### PROMPT
In the entries that follow, how many lines contain the word "tish"? Answer with the number only.

### EXCERPTED RECORDS
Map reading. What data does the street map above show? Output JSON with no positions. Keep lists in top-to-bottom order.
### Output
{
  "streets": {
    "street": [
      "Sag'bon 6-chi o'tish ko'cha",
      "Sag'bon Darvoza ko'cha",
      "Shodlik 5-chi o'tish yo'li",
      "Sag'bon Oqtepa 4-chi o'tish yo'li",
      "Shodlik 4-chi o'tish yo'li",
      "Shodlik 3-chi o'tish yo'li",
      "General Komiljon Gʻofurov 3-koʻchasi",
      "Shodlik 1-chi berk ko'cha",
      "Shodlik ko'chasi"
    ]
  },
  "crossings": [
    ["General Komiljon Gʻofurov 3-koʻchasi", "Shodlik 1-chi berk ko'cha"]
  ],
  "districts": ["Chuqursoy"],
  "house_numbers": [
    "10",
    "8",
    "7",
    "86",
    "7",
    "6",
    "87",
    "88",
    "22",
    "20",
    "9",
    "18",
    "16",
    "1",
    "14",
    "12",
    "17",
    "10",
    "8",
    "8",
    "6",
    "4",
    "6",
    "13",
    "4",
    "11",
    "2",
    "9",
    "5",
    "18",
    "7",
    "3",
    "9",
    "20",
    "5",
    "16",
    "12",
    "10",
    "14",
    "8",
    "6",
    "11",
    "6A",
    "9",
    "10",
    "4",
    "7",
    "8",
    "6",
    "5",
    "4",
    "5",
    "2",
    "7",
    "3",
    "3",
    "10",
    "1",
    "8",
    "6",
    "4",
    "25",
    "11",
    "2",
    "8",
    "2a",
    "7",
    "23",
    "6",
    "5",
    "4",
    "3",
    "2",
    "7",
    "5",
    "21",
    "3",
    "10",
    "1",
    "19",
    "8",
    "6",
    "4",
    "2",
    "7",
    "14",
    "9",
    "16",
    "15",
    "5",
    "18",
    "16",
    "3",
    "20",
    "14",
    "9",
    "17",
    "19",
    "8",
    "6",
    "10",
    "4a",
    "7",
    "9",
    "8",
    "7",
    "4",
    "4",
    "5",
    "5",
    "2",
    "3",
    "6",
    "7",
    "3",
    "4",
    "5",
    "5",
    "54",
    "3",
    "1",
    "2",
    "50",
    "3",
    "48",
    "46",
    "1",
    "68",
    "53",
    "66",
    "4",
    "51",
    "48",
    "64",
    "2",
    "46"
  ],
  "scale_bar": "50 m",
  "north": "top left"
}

### RESPONSE TO THE EXERCISE
5